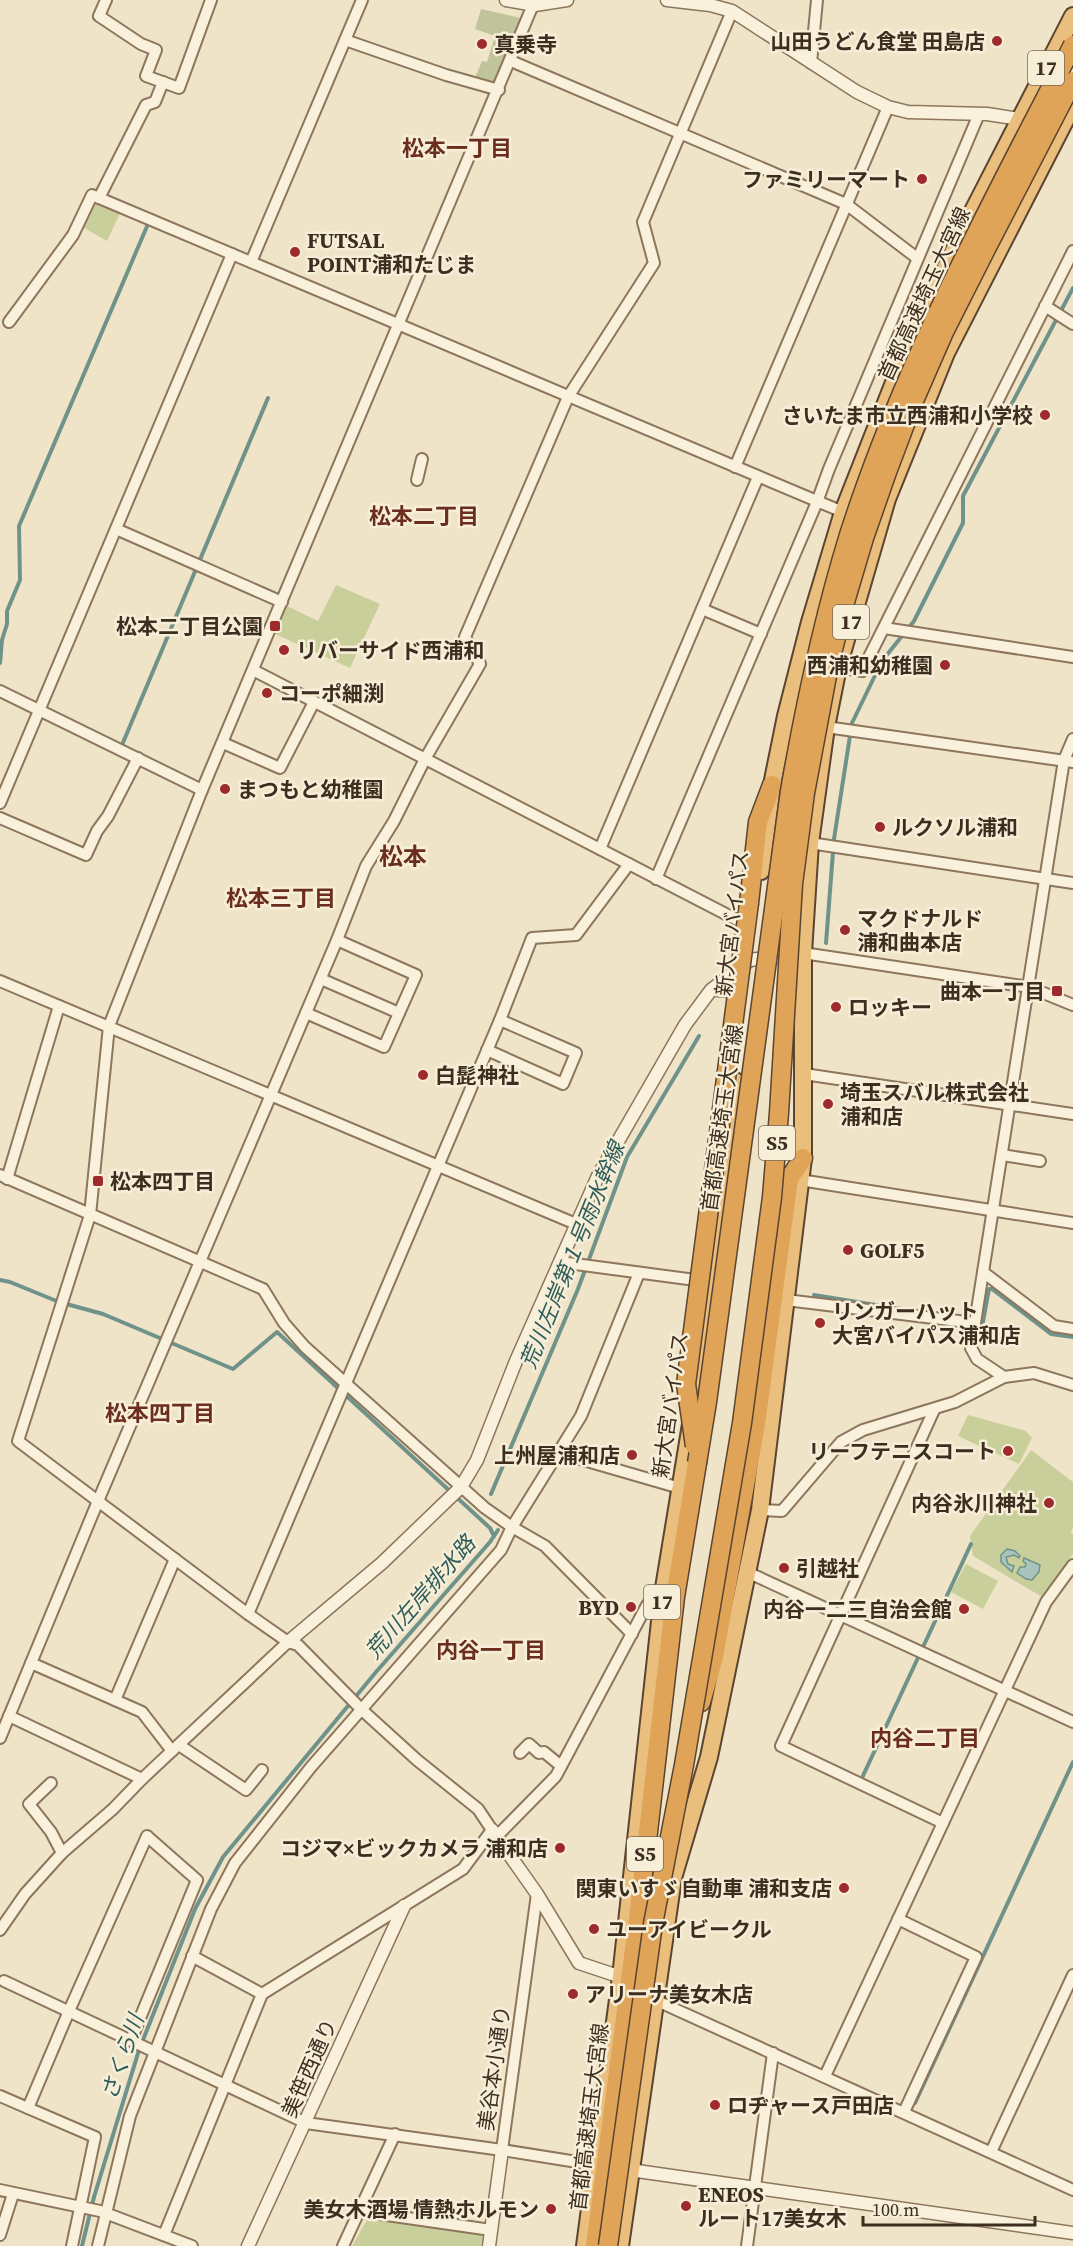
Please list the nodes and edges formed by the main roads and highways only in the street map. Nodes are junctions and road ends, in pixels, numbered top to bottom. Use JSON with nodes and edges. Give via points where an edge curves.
{"nodes":[{"id":1,"x":1073,"y":16,"type":"edge"},
{"id":2,"x":1073,"y":45,"type":"edge"},
{"id":3,"x":1073,"y":81,"type":"edge"},
{"id":4,"x":1073,"y":105,"type":"edge"},
{"id":5,"x":1068,"y":129,"type":"edge"},
{"id":6,"x":772,"y":785,"type":"junction"},
{"id":7,"x":803,"y":1158,"type":"junction"},
{"id":8,"x":697,"y":1463,"type":"junction"},
{"id":9,"x":684,"y":1765,"type":"junction"},
{"id":10,"x":585,"y":2246,"type":"edge"},
{"id":11,"x":595,"y":2246,"type":"edge"},
{"id":12,"x":608,"y":2246,"type":"edge"},
{"id":13,"x":621,"y":2246,"type":"edge"}],
"edges":[{"from":1,"to":6,"type":"highway","name":"新大宮バイパス","number":"17","via":[[910,342],[843,512],[807,633]]},
{"from":2,"to":8,"type":"highway","name":"首都高速埼玉大宮線","number":"S5","bridge":true,"via":[[931,326],[870,477],[831,597],[790,791]]},
{"from":3,"to":9,"type":"highway","name":"首都高速埼玉大宮線","number":"S5","bridge":true,"via":[[981,257],[913,403],[864,538],[829,665],[793,884],[780,1113],[742,1423]]},
{"from":4,"to":5,"type":"highway","number":"17"},
{"from":5,"to":7,"type":"highway","number":"17","via":[[946,353],[887,499],[838,667],[810,843],[803,953]]},
{"from":6,"to":8,"type":"highway","number":"S5","bridge":true,"via":[[758,822],[686,1384]]},
{"from":6,"to":10,"type":"highway","name":"新大宮バイパス","number":"17","via":[[694,1400],[663,1600],[621,1977]]},
{"from":7,"to":9,"type":"highway","number":"17","bridge":true,"via":[[789,1179],[756,1424],[714,1657]]},
{"from":7,"to":13,"type":"highway","number":"17","via":[[760,1510],[709,1757],[674,1878]]},
{"from":8,"to":11,"type":"highway","name":"首都高速埼玉大宮線","number":"S5","via":[[675,1597]]},
{"from":9,"to":12,"type":"highway","name":"首都高速埼玉大宮線","number":"S5","bridge":true,"via":[[653,1924]]}]}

-- WHAT IS BEING ASKED --
All of the data above must be printed exactly, minus its pictures.

-- SOLUTION --
Please list the nodes and edges formed by the main roads and highways only in the street map. Nodes are junctions and road ends, in pixels, numbered top to bottom. Use JSON with nodes and edges. Give via points where an edge curves.
{"nodes":[{"id":1,"x":1073,"y":16,"type":"edge"},
{"id":2,"x":1073,"y":45,"type":"edge"},
{"id":3,"x":1073,"y":81,"type":"edge"},
{"id":4,"x":1073,"y":105,"type":"edge"},
{"id":5,"x":1068,"y":129,"type":"edge"},
{"id":6,"x":772,"y":785,"type":"junction"},
{"id":7,"x":803,"y":1158,"type":"junction"},
{"id":8,"x":697,"y":1463,"type":"junction"},
{"id":9,"x":684,"y":1765,"type":"junction"},
{"id":10,"x":585,"y":2246,"type":"edge"},
{"id":11,"x":595,"y":2246,"type":"edge"},
{"id":12,"x":608,"y":2246,"type":"edge"},
{"id":13,"x":621,"y":2246,"type":"edge"}],
"edges":[{"from":1,"to":6,"type":"highway","name":"新大宮バイパス","number":"17","via":[[910,342],[843,512],[807,633]]},
{"from":2,"to":8,"type":"highway","name":"首都高速埼玉大宮線","number":"S5","bridge":true,"via":[[931,326],[870,477],[831,597],[790,791]]},
{"from":3,"to":9,"type":"highway","name":"首都高速埼玉大宮線","number":"S5","bridge":true,"via":[[981,257],[913,403],[864,538],[829,665],[793,884],[780,1113],[742,1423]]},
{"from":4,"to":5,"type":"highway","number":"17"},
{"from":5,"to":7,"type":"highway","number":"17","via":[[946,353],[887,499],[838,667],[810,843],[803,953]]},
{"from":6,"to":8,"type":"highway","number":"S5","bridge":true,"via":[[758,822],[686,1384]]},
{"from":6,"to":10,"type":"highway","name":"新大宮バイパス","number":"17","via":[[694,1400],[663,1600],[621,1977]]},
{"from":7,"to":9,"type":"highway","number":"17","bridge":true,"via":[[789,1179],[756,1424],[714,1657]]},
{"from":7,"to":13,"type":"highway","number":"17","via":[[760,1510],[709,1757],[674,1878]]},
{"from":8,"to":11,"type":"highway","name":"首都高速埼玉大宮線","number":"S5","via":[[675,1597]]},
{"from":9,"to":12,"type":"highway","name":"首都高速埼玉大宮線","number":"S5","bridge":true,"via":[[653,1924]]}]}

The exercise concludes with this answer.